▶ _What the task asks_
Repeat only part of the entries. Start at the line that has "wrist: (1258, 970)" and keep going through the last line, exactly as given.

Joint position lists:
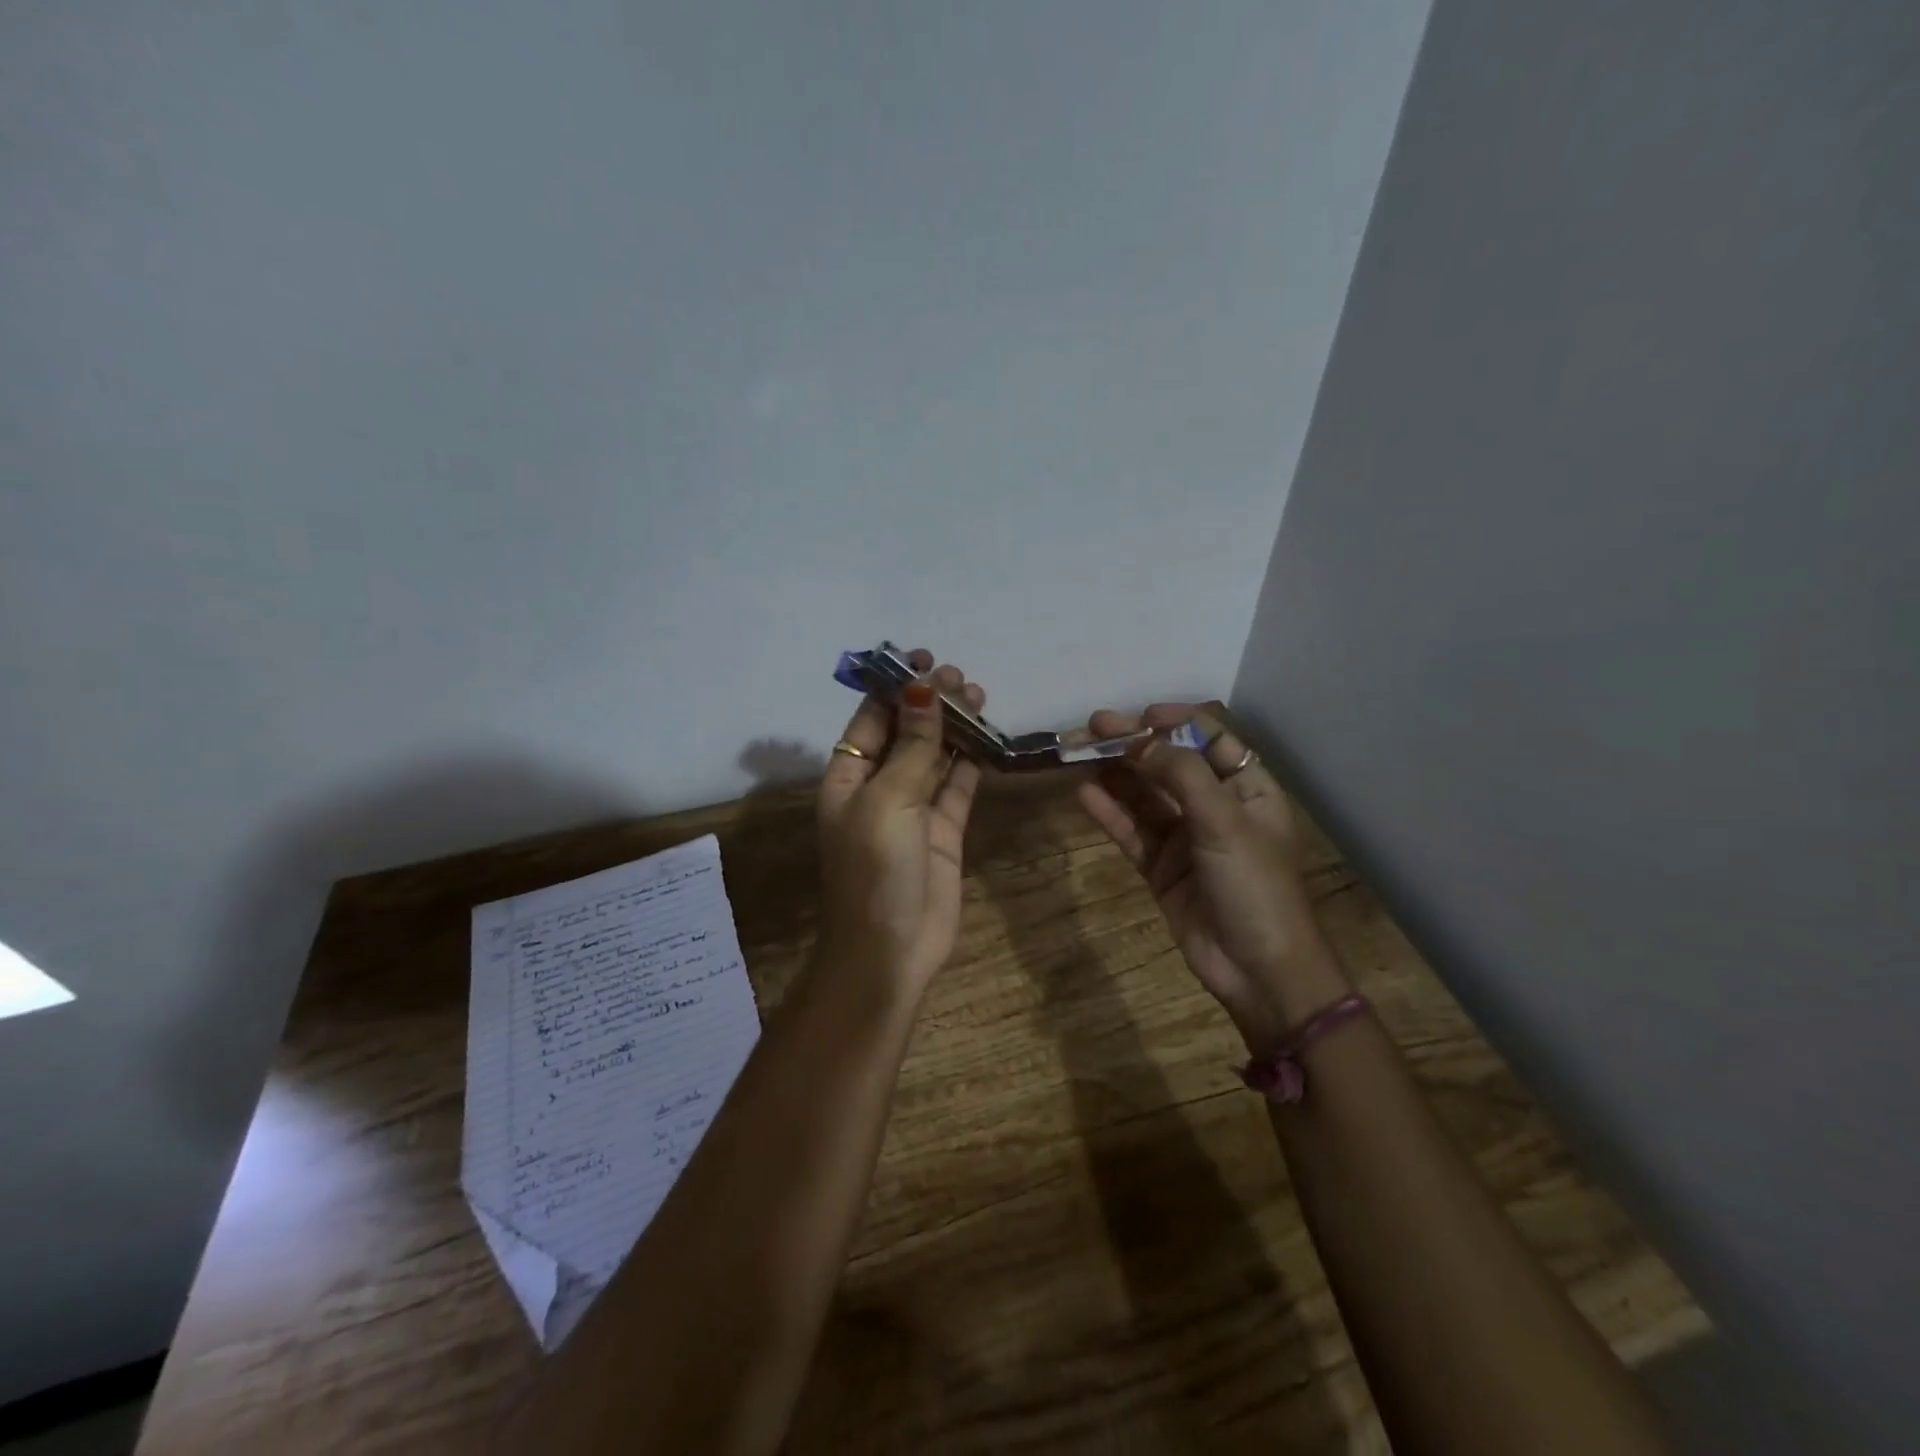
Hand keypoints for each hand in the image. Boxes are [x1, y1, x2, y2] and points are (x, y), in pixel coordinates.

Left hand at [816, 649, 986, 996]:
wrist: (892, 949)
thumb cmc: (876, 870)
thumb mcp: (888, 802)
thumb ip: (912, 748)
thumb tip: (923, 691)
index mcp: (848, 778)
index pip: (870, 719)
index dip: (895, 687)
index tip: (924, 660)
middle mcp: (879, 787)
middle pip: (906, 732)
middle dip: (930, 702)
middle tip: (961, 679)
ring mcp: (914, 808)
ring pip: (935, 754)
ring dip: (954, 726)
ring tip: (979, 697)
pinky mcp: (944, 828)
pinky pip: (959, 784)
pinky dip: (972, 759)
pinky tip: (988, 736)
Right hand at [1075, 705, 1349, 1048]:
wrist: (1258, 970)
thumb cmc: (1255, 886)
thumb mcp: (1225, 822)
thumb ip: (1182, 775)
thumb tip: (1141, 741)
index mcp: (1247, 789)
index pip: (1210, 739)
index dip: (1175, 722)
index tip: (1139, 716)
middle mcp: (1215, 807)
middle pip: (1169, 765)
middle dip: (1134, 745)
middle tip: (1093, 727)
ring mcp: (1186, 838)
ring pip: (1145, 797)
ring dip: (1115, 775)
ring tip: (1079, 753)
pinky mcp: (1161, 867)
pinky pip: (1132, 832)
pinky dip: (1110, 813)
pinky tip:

▶ _The completed task_
wrist: (1258, 970)
thumb cmc: (1255, 886)
thumb mcp: (1225, 822)
thumb ip: (1182, 775)
thumb tip: (1141, 741)
index mcp: (1247, 789)
index pip: (1210, 739)
index dip: (1175, 722)
index tip: (1139, 716)
middle mcp: (1215, 807)
middle pip: (1169, 765)
middle dip: (1134, 745)
middle tip: (1093, 727)
ring mcp: (1186, 838)
ring pip: (1145, 797)
ring dip: (1115, 775)
ring tip: (1079, 753)
pinky mcp: (1161, 867)
pinky pip: (1132, 832)
pinky dip: (1110, 813)
pinky tip:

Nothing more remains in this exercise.